*** Opening Records to process ***

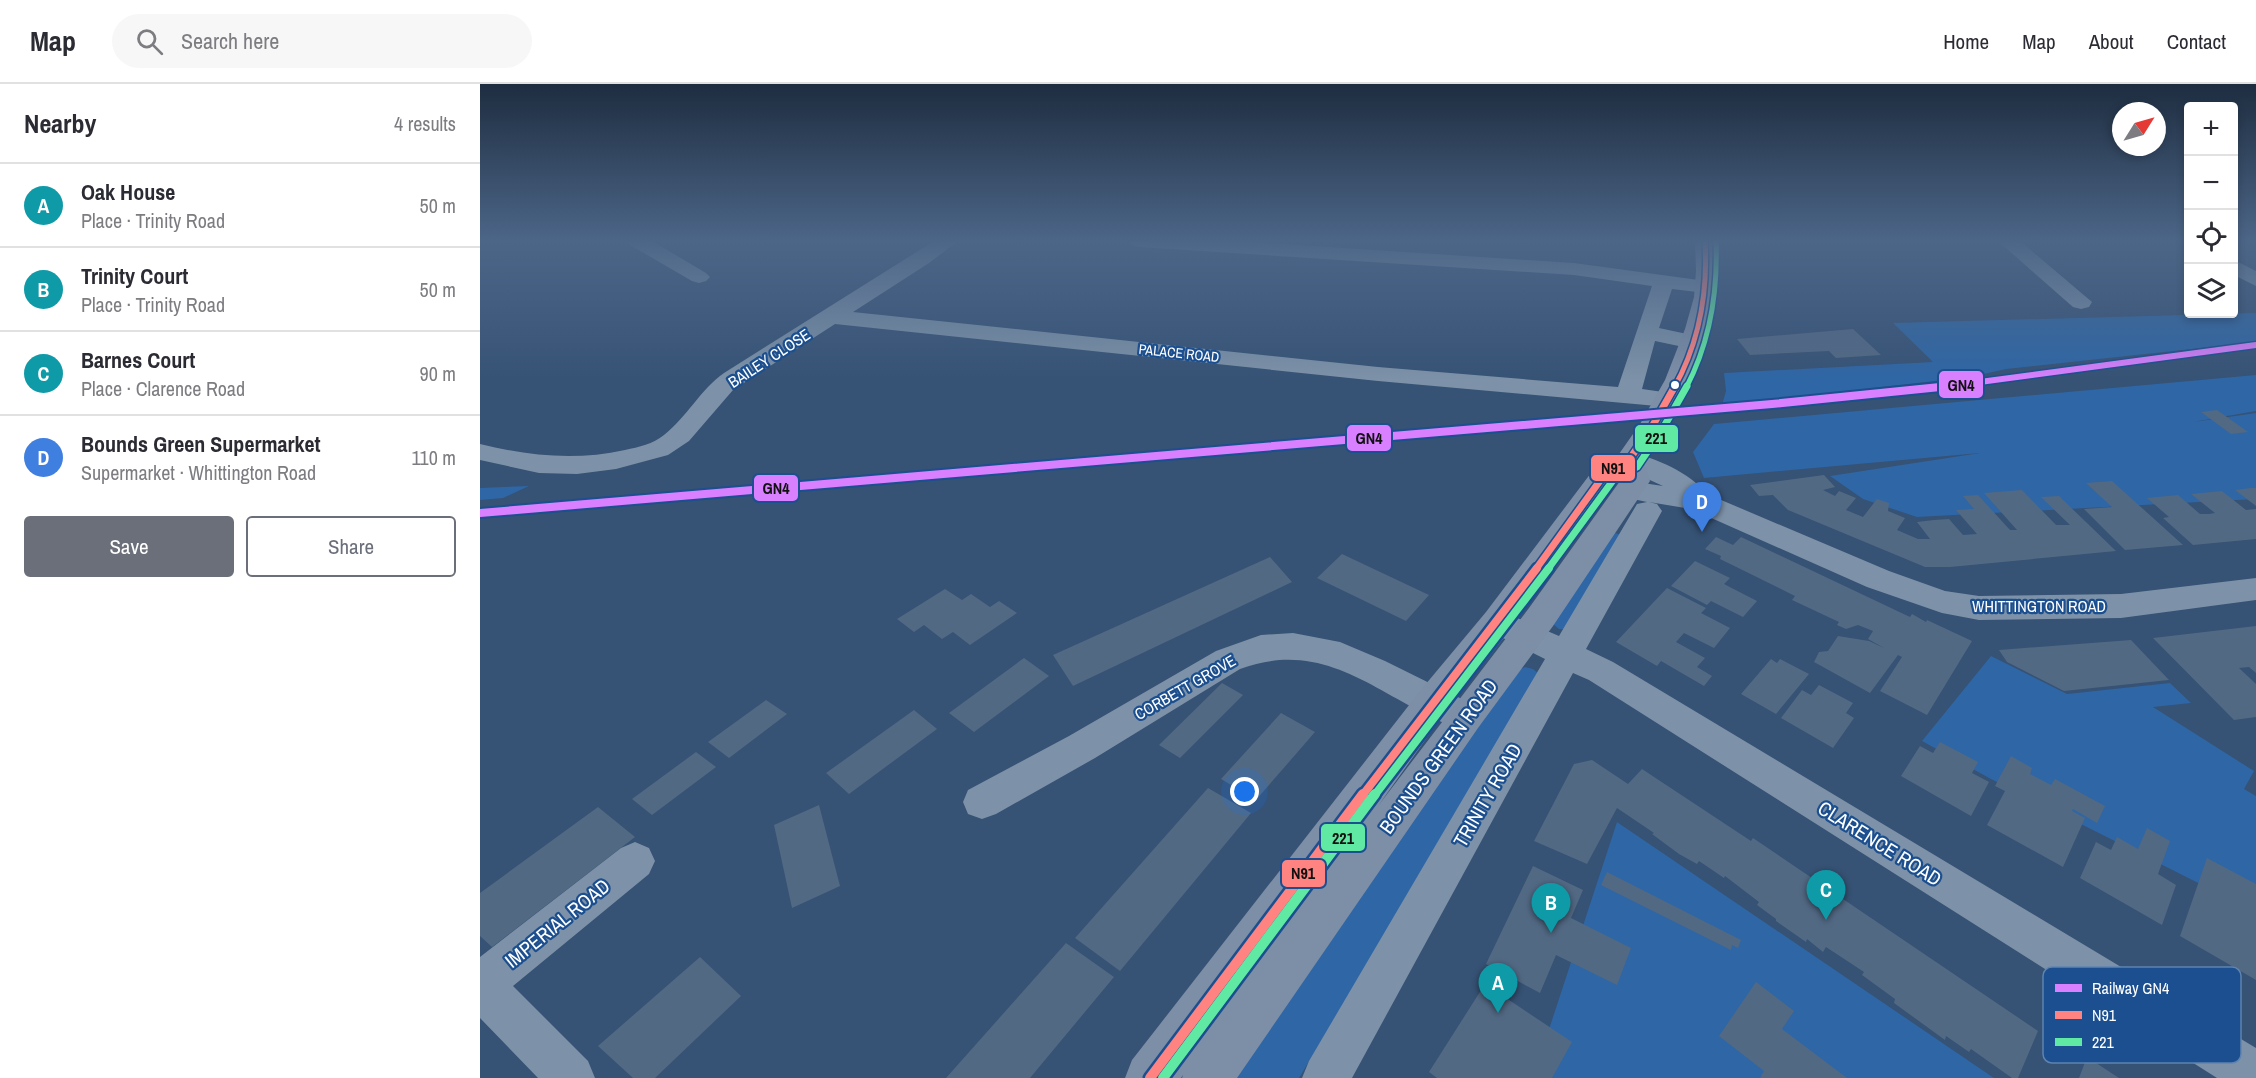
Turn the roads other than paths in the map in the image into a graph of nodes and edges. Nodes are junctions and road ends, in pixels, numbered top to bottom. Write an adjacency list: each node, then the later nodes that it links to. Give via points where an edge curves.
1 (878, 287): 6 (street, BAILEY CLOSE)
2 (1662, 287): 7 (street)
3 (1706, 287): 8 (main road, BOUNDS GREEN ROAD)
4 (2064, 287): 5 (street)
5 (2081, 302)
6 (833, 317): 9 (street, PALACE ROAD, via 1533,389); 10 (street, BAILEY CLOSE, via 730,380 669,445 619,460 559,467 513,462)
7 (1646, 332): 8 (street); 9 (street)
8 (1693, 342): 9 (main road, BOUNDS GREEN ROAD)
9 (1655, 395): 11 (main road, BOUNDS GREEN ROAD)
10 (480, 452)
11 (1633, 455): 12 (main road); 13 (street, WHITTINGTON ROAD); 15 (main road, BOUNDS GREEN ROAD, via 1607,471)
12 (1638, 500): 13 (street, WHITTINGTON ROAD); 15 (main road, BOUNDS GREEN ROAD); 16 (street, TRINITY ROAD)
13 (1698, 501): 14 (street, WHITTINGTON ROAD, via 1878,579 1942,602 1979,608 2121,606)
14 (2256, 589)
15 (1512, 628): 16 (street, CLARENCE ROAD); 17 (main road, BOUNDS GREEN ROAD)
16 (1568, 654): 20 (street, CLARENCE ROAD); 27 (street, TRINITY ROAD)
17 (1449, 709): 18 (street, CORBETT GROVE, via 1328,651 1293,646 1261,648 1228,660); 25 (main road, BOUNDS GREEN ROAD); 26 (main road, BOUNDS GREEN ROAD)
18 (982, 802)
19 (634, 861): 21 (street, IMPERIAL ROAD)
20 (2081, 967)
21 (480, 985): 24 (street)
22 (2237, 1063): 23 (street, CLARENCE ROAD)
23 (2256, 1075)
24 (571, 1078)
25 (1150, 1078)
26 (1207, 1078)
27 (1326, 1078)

*** Closing Records to process ***

__Work order__. Your answer should be every line above, written out exactly, with no pictures.

__Solved problem__.
Turn the roads other than paths in the map in the image into a graph of nodes and edges. Nodes are junctions and road ends, in pixels, numbered top to bottom. Write an adjacency list: each node, then the later nodes that it links to. Give via points where an edge curves.
1 (878, 287): 6 (street, BAILEY CLOSE)
2 (1662, 287): 7 (street)
3 (1706, 287): 8 (main road, BOUNDS GREEN ROAD)
4 (2064, 287): 5 (street)
5 (2081, 302)
6 (833, 317): 9 (street, PALACE ROAD, via 1533,389); 10 (street, BAILEY CLOSE, via 730,380 669,445 619,460 559,467 513,462)
7 (1646, 332): 8 (street); 9 (street)
8 (1693, 342): 9 (main road, BOUNDS GREEN ROAD)
9 (1655, 395): 11 (main road, BOUNDS GREEN ROAD)
10 (480, 452)
11 (1633, 455): 12 (main road); 13 (street, WHITTINGTON ROAD); 15 (main road, BOUNDS GREEN ROAD, via 1607,471)
12 (1638, 500): 13 (street, WHITTINGTON ROAD); 15 (main road, BOUNDS GREEN ROAD); 16 (street, TRINITY ROAD)
13 (1698, 501): 14 (street, WHITTINGTON ROAD, via 1878,579 1942,602 1979,608 2121,606)
14 (2256, 589)
15 (1512, 628): 16 (street, CLARENCE ROAD); 17 (main road, BOUNDS GREEN ROAD)
16 (1568, 654): 20 (street, CLARENCE ROAD); 27 (street, TRINITY ROAD)
17 (1449, 709): 18 (street, CORBETT GROVE, via 1328,651 1293,646 1261,648 1228,660); 25 (main road, BOUNDS GREEN ROAD); 26 (main road, BOUNDS GREEN ROAD)
18 (982, 802)
19 (634, 861): 21 (street, IMPERIAL ROAD)
20 (2081, 967)
21 (480, 985): 24 (street)
22 (2237, 1063): 23 (street, CLARENCE ROAD)
23 (2256, 1075)
24 (571, 1078)
25 (1150, 1078)
26 (1207, 1078)
27 (1326, 1078)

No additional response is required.